# INSTRUCTIONS FOR THE TASK:
Filter these entries down to lines holding "nodes".

§ §

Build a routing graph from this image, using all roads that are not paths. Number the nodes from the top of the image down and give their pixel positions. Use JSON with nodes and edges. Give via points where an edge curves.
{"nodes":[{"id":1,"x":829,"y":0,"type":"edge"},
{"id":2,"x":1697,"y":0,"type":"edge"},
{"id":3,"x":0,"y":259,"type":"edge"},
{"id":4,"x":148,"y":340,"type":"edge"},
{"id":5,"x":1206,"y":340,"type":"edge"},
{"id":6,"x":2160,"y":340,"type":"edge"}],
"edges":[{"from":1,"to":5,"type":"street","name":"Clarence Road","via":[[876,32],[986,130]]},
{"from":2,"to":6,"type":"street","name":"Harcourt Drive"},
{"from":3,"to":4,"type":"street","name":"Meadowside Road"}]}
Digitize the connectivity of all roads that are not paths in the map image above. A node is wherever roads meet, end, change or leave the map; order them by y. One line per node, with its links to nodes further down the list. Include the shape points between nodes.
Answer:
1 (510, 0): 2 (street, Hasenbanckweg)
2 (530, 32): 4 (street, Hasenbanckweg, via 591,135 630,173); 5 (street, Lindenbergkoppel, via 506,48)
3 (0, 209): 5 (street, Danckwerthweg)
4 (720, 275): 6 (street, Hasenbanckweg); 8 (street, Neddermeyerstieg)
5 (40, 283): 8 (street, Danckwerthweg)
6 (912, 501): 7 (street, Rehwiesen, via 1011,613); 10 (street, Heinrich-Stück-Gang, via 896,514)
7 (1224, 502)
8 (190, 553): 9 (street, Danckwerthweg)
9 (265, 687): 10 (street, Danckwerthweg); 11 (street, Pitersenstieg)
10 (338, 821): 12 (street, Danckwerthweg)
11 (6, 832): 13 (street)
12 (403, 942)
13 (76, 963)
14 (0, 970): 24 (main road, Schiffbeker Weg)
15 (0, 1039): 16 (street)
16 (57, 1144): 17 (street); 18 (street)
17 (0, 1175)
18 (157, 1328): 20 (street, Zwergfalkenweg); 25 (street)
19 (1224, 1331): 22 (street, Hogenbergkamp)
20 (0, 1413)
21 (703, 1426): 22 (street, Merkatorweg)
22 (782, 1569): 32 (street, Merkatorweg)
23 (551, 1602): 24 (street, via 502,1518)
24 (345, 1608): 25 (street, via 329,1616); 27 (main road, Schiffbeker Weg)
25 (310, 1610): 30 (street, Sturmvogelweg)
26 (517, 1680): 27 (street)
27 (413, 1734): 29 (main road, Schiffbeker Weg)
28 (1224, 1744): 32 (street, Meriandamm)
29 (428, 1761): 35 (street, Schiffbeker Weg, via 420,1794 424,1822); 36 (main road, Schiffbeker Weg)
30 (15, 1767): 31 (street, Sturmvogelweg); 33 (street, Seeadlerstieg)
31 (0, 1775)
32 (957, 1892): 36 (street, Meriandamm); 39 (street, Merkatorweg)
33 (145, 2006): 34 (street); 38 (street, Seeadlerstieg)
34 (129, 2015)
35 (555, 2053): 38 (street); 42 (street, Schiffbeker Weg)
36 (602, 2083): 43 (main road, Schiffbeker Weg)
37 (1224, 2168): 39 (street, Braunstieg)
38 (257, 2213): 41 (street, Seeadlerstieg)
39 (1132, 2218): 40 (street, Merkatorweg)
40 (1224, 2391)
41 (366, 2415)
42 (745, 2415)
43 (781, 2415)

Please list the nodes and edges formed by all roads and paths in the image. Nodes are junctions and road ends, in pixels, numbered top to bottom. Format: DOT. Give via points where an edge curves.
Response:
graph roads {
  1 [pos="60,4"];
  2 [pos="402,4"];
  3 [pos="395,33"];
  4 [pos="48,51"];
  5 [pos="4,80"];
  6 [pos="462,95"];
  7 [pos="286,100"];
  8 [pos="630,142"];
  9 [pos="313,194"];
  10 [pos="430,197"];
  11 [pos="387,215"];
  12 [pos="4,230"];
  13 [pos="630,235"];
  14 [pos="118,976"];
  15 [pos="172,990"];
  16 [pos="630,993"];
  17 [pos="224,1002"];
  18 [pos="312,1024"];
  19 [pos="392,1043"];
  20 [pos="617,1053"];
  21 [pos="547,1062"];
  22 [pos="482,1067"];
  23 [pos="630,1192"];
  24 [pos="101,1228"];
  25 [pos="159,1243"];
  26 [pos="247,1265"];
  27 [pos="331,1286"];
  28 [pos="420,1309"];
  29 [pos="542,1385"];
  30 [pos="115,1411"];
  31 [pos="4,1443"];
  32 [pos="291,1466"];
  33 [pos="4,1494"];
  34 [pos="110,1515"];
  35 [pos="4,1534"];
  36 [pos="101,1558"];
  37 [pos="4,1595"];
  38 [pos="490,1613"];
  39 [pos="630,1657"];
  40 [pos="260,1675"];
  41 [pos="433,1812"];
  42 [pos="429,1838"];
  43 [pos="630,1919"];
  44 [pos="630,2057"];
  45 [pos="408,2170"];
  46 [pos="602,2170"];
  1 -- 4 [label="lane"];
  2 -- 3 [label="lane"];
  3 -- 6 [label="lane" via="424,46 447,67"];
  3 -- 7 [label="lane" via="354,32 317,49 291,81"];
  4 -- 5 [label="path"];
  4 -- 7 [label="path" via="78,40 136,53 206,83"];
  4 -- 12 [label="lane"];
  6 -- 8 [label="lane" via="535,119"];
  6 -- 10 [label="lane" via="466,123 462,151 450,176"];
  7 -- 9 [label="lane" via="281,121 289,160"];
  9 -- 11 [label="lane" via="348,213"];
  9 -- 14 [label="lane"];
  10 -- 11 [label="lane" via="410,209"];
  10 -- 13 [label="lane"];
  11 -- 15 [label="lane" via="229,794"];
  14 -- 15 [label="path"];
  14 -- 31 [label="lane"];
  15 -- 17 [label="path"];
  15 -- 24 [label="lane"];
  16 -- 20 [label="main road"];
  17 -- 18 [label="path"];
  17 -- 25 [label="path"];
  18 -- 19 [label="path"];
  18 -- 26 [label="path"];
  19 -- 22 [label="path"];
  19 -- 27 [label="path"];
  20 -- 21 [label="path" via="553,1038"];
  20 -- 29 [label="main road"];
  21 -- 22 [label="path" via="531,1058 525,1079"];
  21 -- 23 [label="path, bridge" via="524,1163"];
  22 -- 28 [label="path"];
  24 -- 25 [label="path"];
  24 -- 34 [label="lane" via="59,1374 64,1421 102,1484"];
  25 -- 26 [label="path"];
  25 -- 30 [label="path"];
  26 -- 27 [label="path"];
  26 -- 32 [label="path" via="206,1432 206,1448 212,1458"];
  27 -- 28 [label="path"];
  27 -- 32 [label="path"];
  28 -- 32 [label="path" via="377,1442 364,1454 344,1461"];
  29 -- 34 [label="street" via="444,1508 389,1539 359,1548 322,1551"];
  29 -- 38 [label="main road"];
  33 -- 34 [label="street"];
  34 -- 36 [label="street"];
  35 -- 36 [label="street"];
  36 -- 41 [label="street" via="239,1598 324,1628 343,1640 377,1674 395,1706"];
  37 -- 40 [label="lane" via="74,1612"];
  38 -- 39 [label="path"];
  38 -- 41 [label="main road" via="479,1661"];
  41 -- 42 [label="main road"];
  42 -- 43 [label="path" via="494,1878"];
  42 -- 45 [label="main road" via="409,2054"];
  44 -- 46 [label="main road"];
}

§ §

# TASK SOLUTION:
Build a routing graph from this image, using all roads that are not paths. Number the nodes from the top of the image down and give their pixel positions. Use JSON with nodes and edges. Give via points where an edge curves.
{"nodes":[{"id":1,"x":829,"y":0,"type":"edge"},
Digitize the connectivity of all roads that are not paths in the map image above. A node is wherever roads meet, end, change or leave the map; order them by y. One line per node, with its links to nodes further down the list. Include the shape points between nodes.
Please list the nodes and edges formed by all roads and paths in the image. Nodes are junctions and road ends, in pixels, numbered top to bottom. Format: DOT. Give via points where an edge curves.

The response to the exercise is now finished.